Шириновский ожидал, что его кто-нибудь вызовет с подобным вопросом, но не ожидал, что это сделает его командир сотни. С ответом он тянуть не стал:

— А что?

Обертруппфюрер аж поперхнулся:

— Это что ещё за ответ вопросом? У евреев научился?

Теперь уже поперхнулся Шириновский:

— Нет, просто захотелось сказать своё мнение.

— И как?

— Не знаю, но со сцены не скинули и потом не побили.

— Понятно, уже хорошо. Так ты раньше вообще ведь на митинги не лез и больше отмалчивался, чем говорил, а тут, смотрю, тебя будто подменили?

— Так после больницы всё начало меняться.

— Гм, Glück im Unglück haben (не было бы счастья, да несчастье помогло)?

— Получается, что так.

— Угу, я и смотрю, ты и осторожен стал не в меру, и приключений не ищешь на свою пятую точку, да ещё и поумнел, вплоть до того что разборчивые речи стал на митингах говорить… И ведь повезло, что дали тебе слово, а ты ещё и целую речь сказать смог. Удивительно! Честно говоря, не ожидал от тебя этого, Меркель, не ожидал. И Шольца с твоей помощью из полиции вызволили. Вроде как совсем не просто это сделать, а ты даже умудрился всё за один день обтяпать и у оберфюрера подписать.

— Шольц мне друг, я не мог иначе.

— То славно. Есть мнение, что тебе нужно пройти обучение ораторскому мастерству. Нам такие люди нужны, но и из штурмовиков тебя пока отпускать никто не собирается, у тебя и контракт есть к тому же до конца года.

— Контракт можно прервать по обоюдному согласию или по невыплате денежного содержания, а оберфюрер сказал, что зарплату будут задерживать, а то и вовсе не выплачивать. Мне ещё и страховку не выплатили, если вообще выплатят.

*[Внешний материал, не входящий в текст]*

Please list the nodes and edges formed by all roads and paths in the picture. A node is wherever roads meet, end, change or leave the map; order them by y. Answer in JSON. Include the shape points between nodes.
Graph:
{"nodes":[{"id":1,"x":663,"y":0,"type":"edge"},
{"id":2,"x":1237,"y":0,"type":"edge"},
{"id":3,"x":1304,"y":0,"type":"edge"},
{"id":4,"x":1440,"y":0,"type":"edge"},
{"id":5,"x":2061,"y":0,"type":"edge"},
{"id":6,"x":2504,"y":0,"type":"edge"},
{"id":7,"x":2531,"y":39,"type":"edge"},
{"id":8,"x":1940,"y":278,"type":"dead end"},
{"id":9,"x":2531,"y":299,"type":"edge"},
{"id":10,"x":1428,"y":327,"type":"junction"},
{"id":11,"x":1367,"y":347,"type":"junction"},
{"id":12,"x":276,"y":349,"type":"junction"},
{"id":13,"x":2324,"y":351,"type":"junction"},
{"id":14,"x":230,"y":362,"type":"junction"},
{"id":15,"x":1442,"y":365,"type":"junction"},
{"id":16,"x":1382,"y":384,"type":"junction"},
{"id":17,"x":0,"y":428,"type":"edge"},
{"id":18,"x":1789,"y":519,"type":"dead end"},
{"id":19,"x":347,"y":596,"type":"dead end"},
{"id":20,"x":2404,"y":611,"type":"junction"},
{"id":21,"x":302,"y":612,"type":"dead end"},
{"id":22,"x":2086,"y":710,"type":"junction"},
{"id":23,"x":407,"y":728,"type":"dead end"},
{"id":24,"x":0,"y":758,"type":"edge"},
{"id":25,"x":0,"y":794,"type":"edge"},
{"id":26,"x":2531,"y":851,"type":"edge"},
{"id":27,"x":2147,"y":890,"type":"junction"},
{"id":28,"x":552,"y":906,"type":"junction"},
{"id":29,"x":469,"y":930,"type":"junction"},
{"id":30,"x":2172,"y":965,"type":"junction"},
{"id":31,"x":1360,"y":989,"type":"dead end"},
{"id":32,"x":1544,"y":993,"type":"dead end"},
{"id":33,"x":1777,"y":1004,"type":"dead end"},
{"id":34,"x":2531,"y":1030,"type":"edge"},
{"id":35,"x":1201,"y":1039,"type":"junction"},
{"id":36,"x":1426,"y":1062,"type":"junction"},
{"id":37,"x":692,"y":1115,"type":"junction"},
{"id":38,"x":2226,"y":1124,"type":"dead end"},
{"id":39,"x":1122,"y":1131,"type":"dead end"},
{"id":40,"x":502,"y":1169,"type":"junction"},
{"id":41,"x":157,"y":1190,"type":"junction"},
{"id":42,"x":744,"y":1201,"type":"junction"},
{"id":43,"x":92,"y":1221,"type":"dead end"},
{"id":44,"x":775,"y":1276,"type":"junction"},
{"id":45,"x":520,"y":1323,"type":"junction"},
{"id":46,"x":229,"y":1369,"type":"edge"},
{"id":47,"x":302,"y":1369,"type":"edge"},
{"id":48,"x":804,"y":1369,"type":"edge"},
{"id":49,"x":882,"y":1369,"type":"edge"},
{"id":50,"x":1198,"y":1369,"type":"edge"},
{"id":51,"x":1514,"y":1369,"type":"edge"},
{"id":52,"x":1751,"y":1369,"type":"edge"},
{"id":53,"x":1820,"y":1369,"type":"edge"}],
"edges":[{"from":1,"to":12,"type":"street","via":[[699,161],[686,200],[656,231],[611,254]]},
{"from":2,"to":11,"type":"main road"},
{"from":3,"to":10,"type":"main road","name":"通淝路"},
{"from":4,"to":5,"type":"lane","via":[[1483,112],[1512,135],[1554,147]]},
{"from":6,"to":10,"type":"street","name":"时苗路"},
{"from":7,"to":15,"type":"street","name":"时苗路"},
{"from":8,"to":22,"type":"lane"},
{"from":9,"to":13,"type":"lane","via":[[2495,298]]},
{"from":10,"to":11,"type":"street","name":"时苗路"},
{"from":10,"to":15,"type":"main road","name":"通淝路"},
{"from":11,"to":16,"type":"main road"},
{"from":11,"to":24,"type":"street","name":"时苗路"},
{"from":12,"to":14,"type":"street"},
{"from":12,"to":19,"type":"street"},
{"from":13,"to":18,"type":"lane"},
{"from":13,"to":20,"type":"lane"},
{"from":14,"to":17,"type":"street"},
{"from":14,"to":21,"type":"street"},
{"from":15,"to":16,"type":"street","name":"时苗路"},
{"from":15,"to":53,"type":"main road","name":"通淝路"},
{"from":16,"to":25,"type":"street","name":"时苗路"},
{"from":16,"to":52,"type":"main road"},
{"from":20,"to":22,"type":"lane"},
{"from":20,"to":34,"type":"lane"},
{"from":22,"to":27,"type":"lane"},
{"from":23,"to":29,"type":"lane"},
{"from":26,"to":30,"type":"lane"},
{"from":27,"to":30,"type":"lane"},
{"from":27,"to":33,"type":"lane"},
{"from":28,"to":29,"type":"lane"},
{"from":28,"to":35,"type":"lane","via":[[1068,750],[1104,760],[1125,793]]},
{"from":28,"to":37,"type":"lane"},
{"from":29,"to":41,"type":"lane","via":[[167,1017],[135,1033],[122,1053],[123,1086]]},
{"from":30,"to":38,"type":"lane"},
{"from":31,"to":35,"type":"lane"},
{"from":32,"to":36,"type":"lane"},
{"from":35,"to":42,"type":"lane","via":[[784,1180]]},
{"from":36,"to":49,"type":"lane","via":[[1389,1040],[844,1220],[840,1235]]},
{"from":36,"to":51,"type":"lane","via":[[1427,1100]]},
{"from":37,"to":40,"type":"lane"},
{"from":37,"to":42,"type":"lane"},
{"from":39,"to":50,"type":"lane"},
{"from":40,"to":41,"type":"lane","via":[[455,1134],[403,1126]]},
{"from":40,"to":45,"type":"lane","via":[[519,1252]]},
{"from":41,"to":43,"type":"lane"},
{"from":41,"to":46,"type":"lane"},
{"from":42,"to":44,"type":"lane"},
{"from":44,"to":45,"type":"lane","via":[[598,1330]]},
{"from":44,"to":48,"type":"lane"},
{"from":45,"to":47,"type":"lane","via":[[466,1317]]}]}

— Ты не торопись, всё постепенно наладится. Это временные трудности, просто наверху конфликт назрел. Наши вожди между собой власть делят, вот и зажимают деньги. Разберутся, станут снова платить прилежно. Твой поступок по вызволению Шольца, рекомендации после твоего ранения и общий стаж нахождения в наших рядах позволяют мне подать прошение о присвоении тебе очередного звания. Что думаешь?

— Я буду только рад.

— Понятно. Я уже подал ходатайство, и из канцелярии пришёл положительный ответ. Начальство согласно присвоить тебе звание труппфюрера. Если всё пройдёт хорошо, через неделю ты сможешь получить новые лычки и серебряную полосу на воротник, и не в последнюю очередь потому, что научился говорить правильные речи. Может быть, переведём тебя на штабную работу, тут и звание поможет, да и вообще.

— Отлично! Конечно, я согласен.

— Ну и хорошо. Остальное можно будет обсудить и потом. Ступай работать и голову береги, она тебе ещё пригодится.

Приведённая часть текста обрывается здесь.